### MATERIAL FOR THE TASK

::::

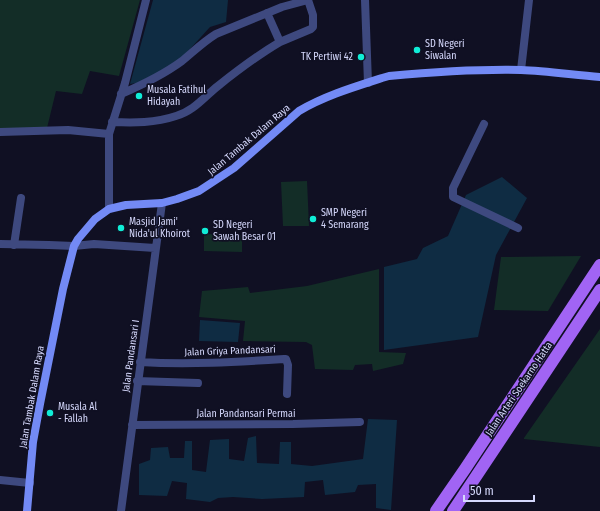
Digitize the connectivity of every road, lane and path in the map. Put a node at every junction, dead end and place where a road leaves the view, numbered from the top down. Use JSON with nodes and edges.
{"nodes":[{"id":1,"x":146,"y":0,"type":"edge"},
{"id":2,"x":308,"y":0,"type":"edge"},
{"id":3,"x":365,"y":0,"type":"edge"},
{"id":4,"x":529,"y":0,"type":"edge"},
{"id":5,"x":267,"y":13,"type":"junction"},
{"id":6,"x":280,"y":42,"type":"junction"},
{"id":7,"x":521,"y":70,"type":"junction"},
{"id":8,"x":600,"y":77,"type":"edge"},
{"id":9,"x":368,"y":83,"type":"junction"},
{"id":10,"x":121,"y":94,"type":"junction"},
{"id":11,"x":112,"y":122,"type":"junction"},
{"id":12,"x":484,"y":124,"type":"dead end"},
{"id":13,"x":0,"y":132,"type":"edge"},
{"id":14,"x":109,"y":134,"type":"junction"},
{"id":15,"x":21,"y":198,"type":"dead end"},
{"id":16,"x":162,"y":203,"type":"junction"},
{"id":17,"x":109,"y":209,"type":"junction"},
{"id":18,"x":518,"y":228,"type":"dead end"},
{"id":19,"x":0,"y":244,"type":"edge"},
{"id":20,"x":14,"y":245,"type":"junction"},
{"id":21,"x":74,"y":246,"type":"junction"},
{"id":22,"x":155,"y":248,"type":"junction"},
{"id":23,"x":600,"y":265,"type":"edge"},
{"id":24,"x":600,"y":290,"type":"edge"},
{"id":25,"x":140,"y":362,"type":"junction"},
{"id":26,"x":138,"y":381,"type":"junction"},
{"id":27,"x":198,"y":383,"type":"dead end"},
{"id":28,"x":287,"y":394,"type":"dead end"},
{"id":29,"x":360,"y":422,"type":"dead end"},
{"id":30,"x":132,"y":425,"type":"junction"},
{"id":31,"x":0,"y":480,"type":"edge"},
{"id":32,"x":30,"y":483,"type":"junction"},
{"id":33,"x":27,"y":511,"type":"edge"},
{"id":34,"x":121,"y":511,"type":"edge"},
{"id":35,"x":436,"y":511,"type":"edge"},
{"id":36,"x":453,"y":511,"type":"edge"}],
"edges":[{"from":1,"to":10,"type":"street"},
{"from":2,"to":5,"type":"street"},
{"from":2,"to":6,"type":"street"},
{"from":3,"to":9,"type":"street"},
{"from":4,"to":7,"type":"street"},
{"from":5,"to":6,"type":"street"},
{"from":5,"to":10,"type":"street"},
{"from":6,"to":11,"type":"street"},
{"from":7,"to":8,"type":"street","name":"Jalan Tambak Dalam Raya"},
{"from":7,"to":9,"type":"street","name":"Jalan Tambak Dalam Raya"},
{"from":9,"to":16,"type":"street","name":"Jalan Tambak Dalam Raya"},
{"from":10,"to":11,"type":"street"},
{"from":11,"to":14,"type":"street"},
{"from":12,"to":18,"type":"street"},
{"from":13,"to":14,"type":"street"},
{"from":14,"to":17,"type":"street"},
{"from":15,"to":20,"type":"street"},
{"from":16,"to":17,"type":"street","name":"Jalan Tambak Dalam Raya"},
{"from":16,"to":22,"type":"street","name":"Jalan Pandansari I"},
{"from":17,"to":21,"type":"street","name":"Jalan Tambak Dalam Raya"},
{"from":19,"to":20,"type":"street"},
{"from":20,"to":21,"type":"street"},
{"from":21,"to":22,"type":"street"},
{"from":21,"to":32,"type":"street","name":"Jalan Tambak Dalam Raya"},
{"from":22,"to":25,"type":"street","name":"Jalan Pandansari I"},
{"from":23,"to":35,"type":"main road","name":"Jalan Arteri Soekarno Hatta"},
{"from":24,"to":36,"type":"main road","name":"Jalan Arteri Soekarno Hatta"},
{"from":25,"to":26,"type":"street","name":"Jalan Pandansari I"},
{"from":25,"to":28,"type":"street","name":"Jalan Griya Pandansari"},
{"from":26,"to":27,"type":"street"},
{"from":26,"to":30,"type":"street","name":"Jalan Pandansari I"},
{"from":29,"to":30,"type":"street","name":"Jalan Pandansari Permai"},
{"from":30,"to":34,"type":"street","name":"Jalan Pandansari I"},
{"from":31,"to":32,"type":"street"},
{"from":32,"to":33,"type":"street","name":"Jalan Tambak Dalam Raya"}]}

::::

### INSTRUCTIONS FOR THE TASK
In the data above, each line holding "dead" is to be found and copied.

### WORKED SOLUTION
Digitize the connectivity of every road, lane and path in the map. Put a node at every junction, dead end and place where a road leaves the view, numbered from the top down. Use JSON with nodes and edges.
{"id":12,"x":484,"y":124,"type":"dead end"},
{"id":15,"x":21,"y":198,"type":"dead end"},
{"id":18,"x":518,"y":228,"type":"dead end"},
{"id":27,"x":198,"y":383,"type":"dead end"},
{"id":28,"x":287,"y":394,"type":"dead end"},
{"id":29,"x":360,"y":422,"type":"dead end"},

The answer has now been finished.